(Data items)

══════

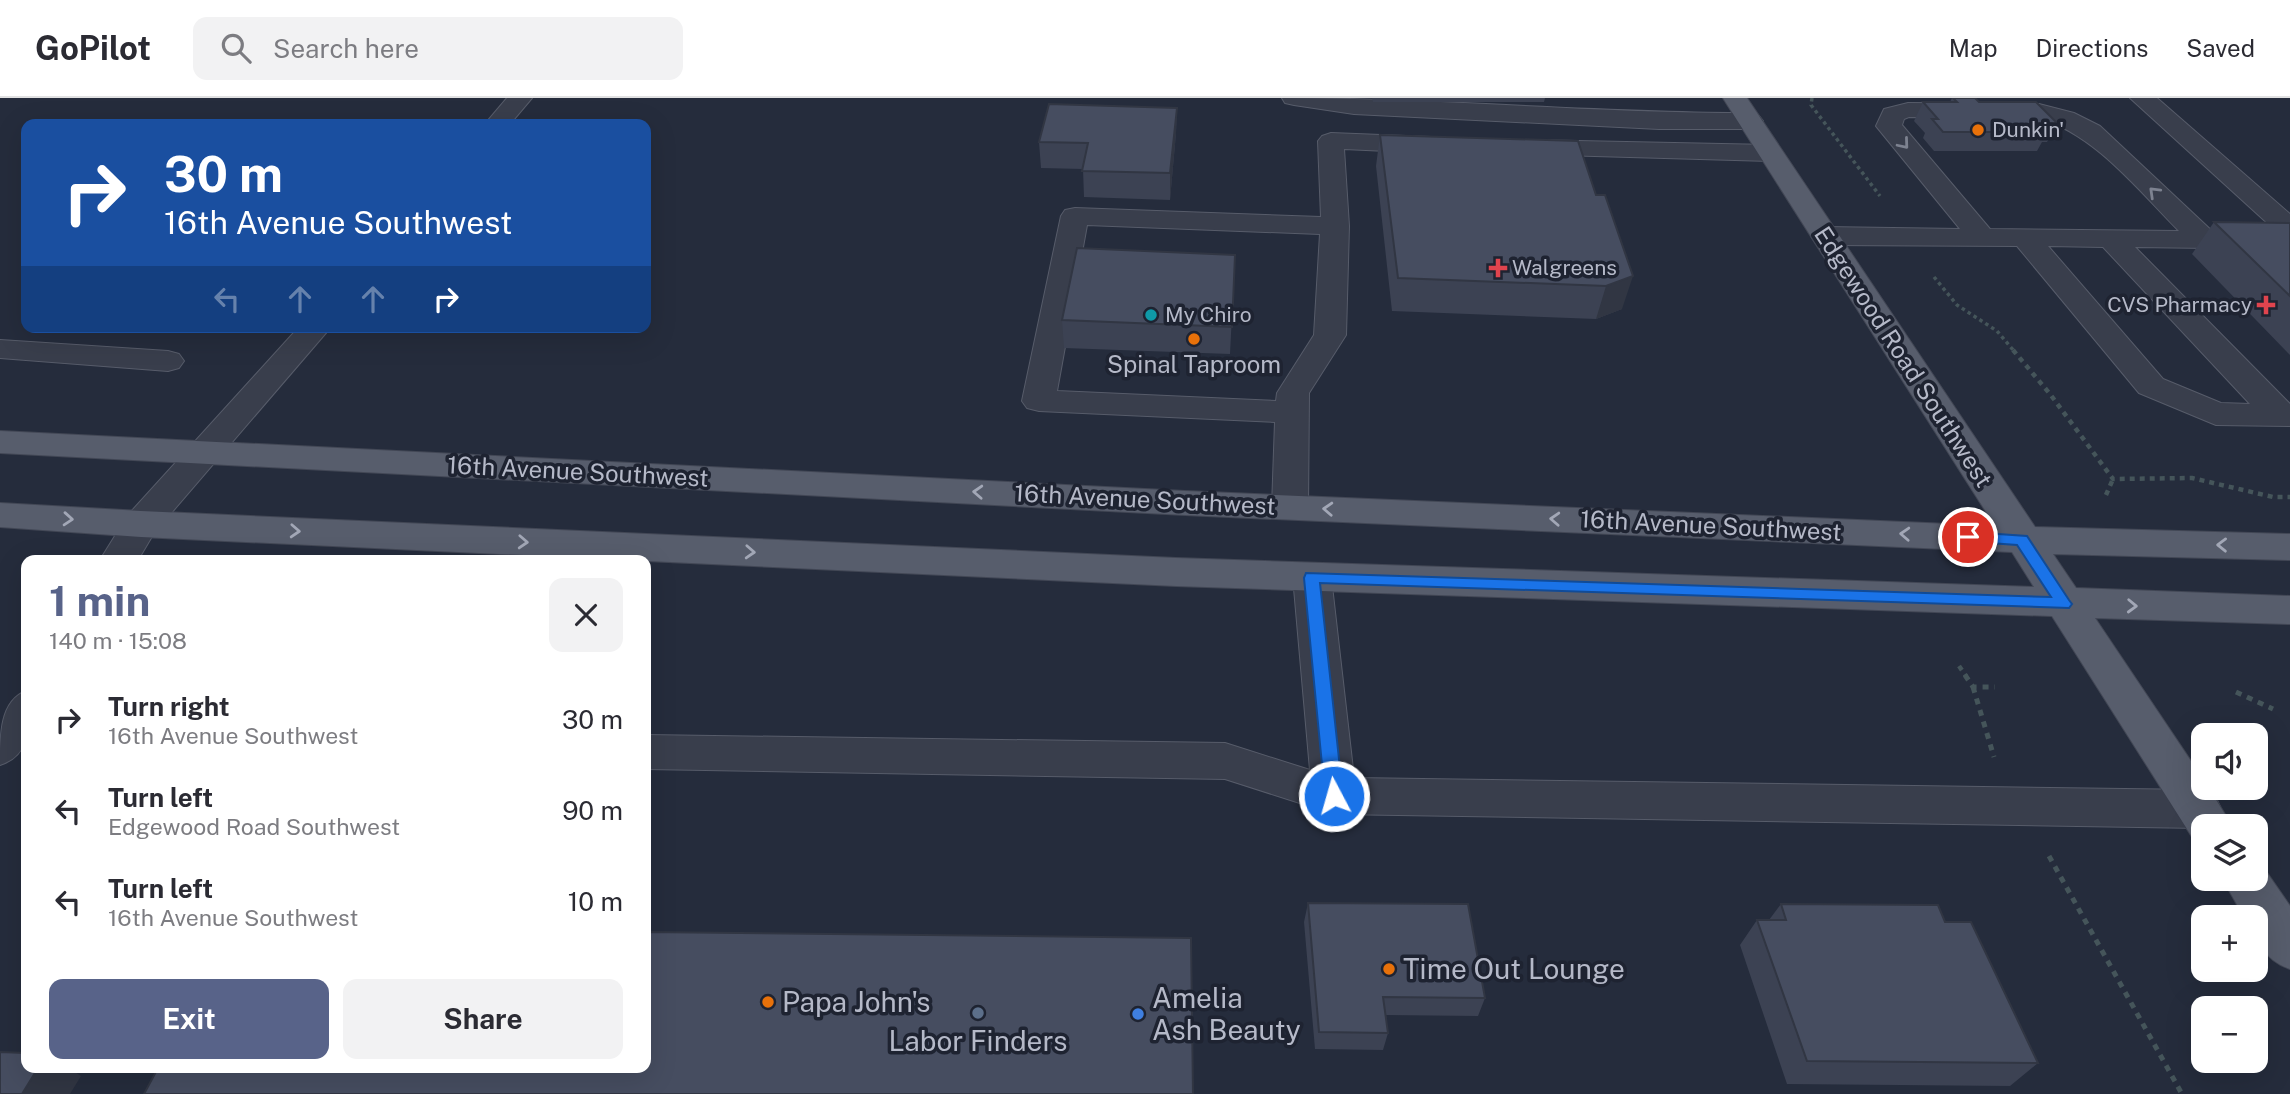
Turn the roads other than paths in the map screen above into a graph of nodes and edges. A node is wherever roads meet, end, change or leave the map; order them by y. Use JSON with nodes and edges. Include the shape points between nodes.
{"nodes":[{"id":1,"x":520,"y":98,"type":"edge"},
{"id":2,"x":1294,"y":98,"type":"edge"},
{"id":3,"x":2142,"y":98,"type":"edge"},
{"id":4,"x":1742,"y":110,"type":"edge"},
{"id":5,"x":501,"y":119,"type":"edge"},
{"id":6,"x":1455,"y":146,"type":"edge"},
{"id":7,"x":1510,"y":147,"type":"edge"},
{"id":8,"x":1770,"y":153,"type":"junction"},
{"id":9,"x":1335,"y":226,"type":"junction"},
{"id":10,"x":2290,"y":229,"type":"edge"},
{"id":11,"x":1825,"y":236,"type":"junction"},
{"id":12,"x":2290,"y":236,"type":"edge"},
{"id":13,"x":1982,"y":237,"type":"junction"},
{"id":14,"x":2024,"y":237,"type":"junction"},
{"id":15,"x":2110,"y":238,"type":"junction"},
{"id":16,"x":2204,"y":239,"type":"junction"},
{"id":17,"x":311,"y":333,"type":"edge"},
{"id":18,"x":0,"y":349,"type":"edge"},
{"id":19,"x":168,"y":361,"type":"dead end"},
{"id":20,"x":1293,"y":412,"type":"junction"},
{"id":21,"x":2284,"y":415,"type":"edge"},
{"id":22,"x":0,"y":442,"type":"edge"},
{"id":23,"x":204,"y":454,"type":"junction"},
{"id":24,"x":1290,"y":507,"type":"junction"},
{"id":25,"x":0,"y":515,"type":"edge"},
{"id":26,"x":141,"y":524,"type":"junction"},
{"id":27,"x":2022,"y":540,"type":"junction"},
{"id":28,"x":2290,"y":547,"type":"edge"},
{"id":29,"x":122,"y":555,"type":"edge"},
{"id":30,"x":1312,"y":578,"type":"junction"},
{"id":31,"x":2064,"y":604,"type":"junction"},
{"id":32,"x":2290,"y":610,"type":"edge"},
{"id":33,"x":21,"y":715,"type":"edge"},
{"id":34,"x":0,"y":748,"type":"edge"},
{"id":35,"x":21,"y":748,"type":"edge"},
{"id":36,"x":651,"y":752,"type":"edge"},
{"id":37,"x":1334,"y":796,"type":"junction"},
{"id":38,"x":2202,"y":814,"type":"edge"},
{"id":39,"x":2191,"y":816,"type":"edge"},
{"id":40,"x":2253,"y":891,"type":"edge"},
{"id":41,"x":2290,"y":947,"type":"edge"}],
"edges":[{"from":1,"to":5,"type":"street"},
{"from":2,"to":4,"type":"street","via":[[1354,107],[1659,121]]},
{"from":3,"to":10,"type":"street"},
{"from":4,"to":8,"type":"main road","name":"Edgewood Road Southwest"},
{"from":6,"to":9,"type":"street","via":[[1331,142]]},
{"from":7,"to":8,"type":"street"},
{"from":8,"to":11,"type":"main road","name":"Edgewood Road Southwest"},
{"from":9,"to":20,"type":"street","via":[[1330,335],[1293,393]]},
{"from":9,"to":20,"type":"street","via":[[1075,216],[1039,401]]},
{"from":11,"to":13,"type":"street"},
{"from":11,"to":27,"type":"main road","name":"Edgewood Road Southwest"},
{"from":12,"to":16,"type":"street","via":[[2284,240]]},
{"from":13,"to":14,"type":"street"},
{"from":16,"to":13,"type":"street","one_way":true,"via":[[2091,131],[2065,118],[2039,111],[1908,110],[1894,114],[1889,126]]},
{"from":14,"to":15,"type":"street"},
{"from":14,"to":21,"type":"street","via":[[2151,386],[2216,414]]},
{"from":15,"to":16,"type":"street"},
{"from":15,"to":21,"type":"street"},
{"from":17,"to":23,"type":"street"},
{"from":18,"to":19,"type":"street"},
{"from":20,"to":24,"type":"street"},
{"from":22,"to":23,"type":"main road","name":"16th Avenue Southwest"},
{"from":24,"to":23,"type":"main road","name":"16th Avenue Southwest","one_way":true},
{"from":23,"to":26,"type":"street"},
{"from":27,"to":24,"type":"main road","name":"16th Avenue Southwest","one_way":true},
{"from":25,"to":26,"type":"main road","one_way":true},
{"from":26,"to":29,"type":"street"},
{"from":26,"to":30,"type":"main road","one_way":true},
{"from":28,"to":27,"type":"main road","name":"16th Avenue Southwest","one_way":true},
{"from":27,"to":31,"type":"main road","name":"Edgewood Road Southwest"},
{"from":30,"to":31,"type":"main road"},
{"from":30,"to":37,"type":"street"},
{"from":31,"to":32,"type":"main road","one_way":true},
{"from":31,"to":38,"type":"main road","name":"Edgewood Road Southwest"},
{"from":33,"to":34,"type":"street"},
{"from":34,"to":35,"type":"street"},
{"from":36,"to":37,"type":"street","via":[[1225,761]]},
{"from":37,"to":39,"type":"street","via":[[2021,808]]},
{"from":40,"to":41,"type":"main road"}]}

══════

### [Try it]
Using the records above, gather all lines where the string "true" is present.

### [Response below]
{"from":16,"to":13,"type":"street","one_way":true,"via":[[2091,131],[2065,118],[2039,111],[1908,110],[1894,114],[1889,126]]},
{"from":24,"to":23,"type":"main road","name":"16th Avenue Southwest","one_way":true},
{"from":27,"to":24,"type":"main road","name":"16th Avenue Southwest","one_way":true},
{"from":25,"to":26,"type":"main road","one_way":true},
{"from":26,"to":30,"type":"main road","one_way":true},
{"from":28,"to":27,"type":"main road","name":"16th Avenue Southwest","one_way":true},
{"from":31,"to":32,"type":"main road","one_way":true},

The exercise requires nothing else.